The NY Times (2/10) highlights the February TV Sweeps’ new weapon: The Lesbian Kiss. Sweeps stunts, according to the article, need to be A) very visible, B) inexpensive to produce, C) controversial, and D) reversible. The old biggies, weddings and natural disasters, don’t even fit all these criteria, but lesbian flings do. The number of shows with full-time, part-time, and ‘I’m-just-trying-this-out-and-I’m-probably-not-one-but-just-in-case-let’s-show-everybody’ lesbian characters has become a matter of long lists. ‘Sweeps lesbians typically vanish or go straight when the week’s over.’ Speaking of two current shows, The O.C. and One Tree Hill, ‘… lesbianism on both shows often appears to be a displaced consummation of the intimate, complex relationships between the central male characters.’ (Are they saying the new gay man is the lesbian?) Even the reality shows are joining in: Wife Swap featured a particularly hostile, prejudiced and stereotyped exchange of spouses between a straight and lesbian couple.
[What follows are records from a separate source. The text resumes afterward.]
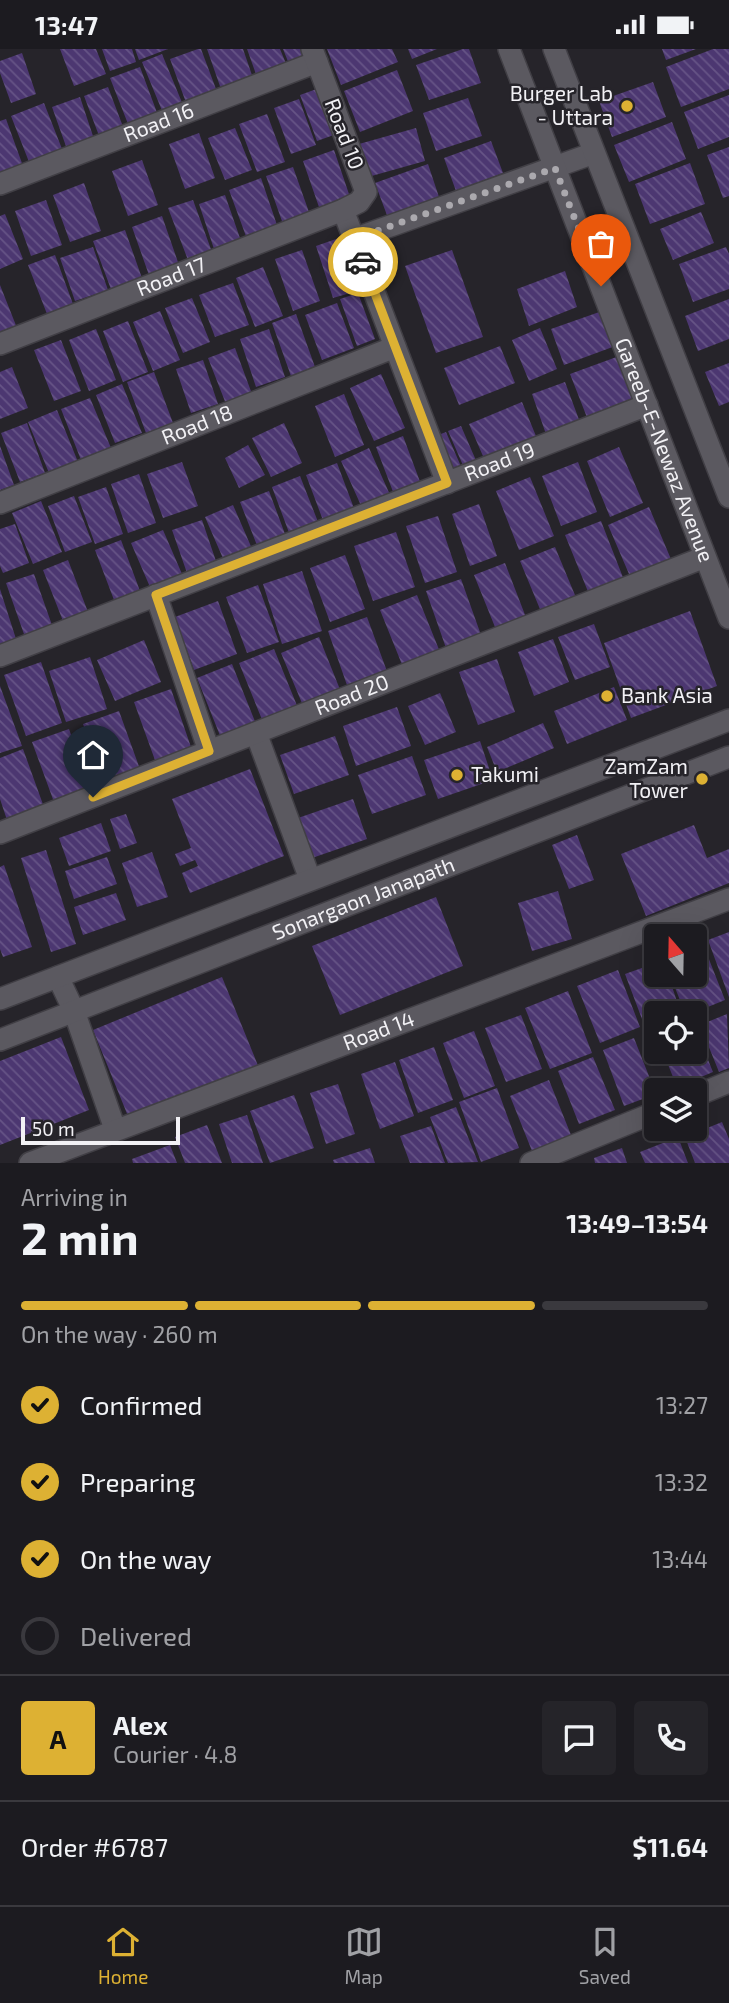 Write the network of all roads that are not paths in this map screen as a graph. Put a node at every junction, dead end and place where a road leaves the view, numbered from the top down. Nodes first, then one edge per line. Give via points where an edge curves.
1 (509, 49) edge
2 (554, 49) edge
3 (314, 55) edge
4 (594, 152) junction
5 (555, 168) junction
6 (0, 184) edge
7 (343, 210) junction
8 (354, 239) junction
9 (0, 344) edge
10 (395, 347) junction
11 (647, 405) junction
12 (447, 483) junction
13 (729, 497) edge
14 (0, 503) edge
15 (705, 557) junction
16 (156, 595) junction
17 (729, 618) edge
18 (0, 656) edge
19 (729, 720) edge
20 (256, 733) junction
21 (209, 751) junction
22 (729, 757) edge
23 (0, 833) edge
24 (310, 879) junction
25 (729, 899) edge
26 (58, 977) junction
27 (0, 999) edge
28 (74, 1011) junction
29 (0, 1040) edge
30 (729, 1082) edge
31 (707, 1091) edge
32 (644, 1117) edge
33 (115, 1129) junction
34 (30, 1163) edge
35 (531, 1163) edge

1 - 5 street, Gareeb-E-Newaz Avenue
2 - 4 street, Gareeb-E-Newaz Avenue
3 - 6 street, Road 16
3 - 7 street, Road 10 via 366,192 359,202
4 - 5 street
4 - 13 street, Gareeb-E-Newaz Avenue
5 - 8 street
5 - 11 street, Gareeb-E-Newaz Avenue
7 - 8 street
7 - 9 street, Road 17
8 - 10 street
10 - 12 street
10 - 14 street, Road 18
11 - 12 street, Road 19
11 - 15 street, Gareeb-E-Newaz Avenue
12 - 16 street, Road 19
15 - 17 street, Gareeb-E-Newaz Avenue
15 - 20 street, Road 20
16 - 18 street, Road 19
16 - 21 street
19 - 24 street, Sonargaon Janapath
20 - 21 street, Road 20
20 - 24 street
21 - 23 street, Road 20
22 - 28 street, Sonargaon Janapath
24 - 26 street, Sonargaon Janapath
25 - 33 street, Road 14
26 - 27 street, Sonargaon Janapath
26 - 28 street
28 - 29 street, Sonargaon Janapath
28 - 33 street
30 - 31 street
32 - 35 street
33 - 34 street, Road 14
A tongue-in-cheek writer in The NY Times (2/6) tells how ‘The Patriots Made a Man of Me, in a Manner of Speaking.’ Brendan Tapley, a gay man, spent a whole life trying to talk ‘guy’ with no success till he started deliberately watching football games. He read all the articles on the Patriots’ Listserv. Voila, he could talk to straight men and found to his amazement they could talk to him (even when he admitted the whole thing started because he liked the Patriots’ photogenic quarterback.) One wonders if Tapley will go on to hockey, baseball, and boxing.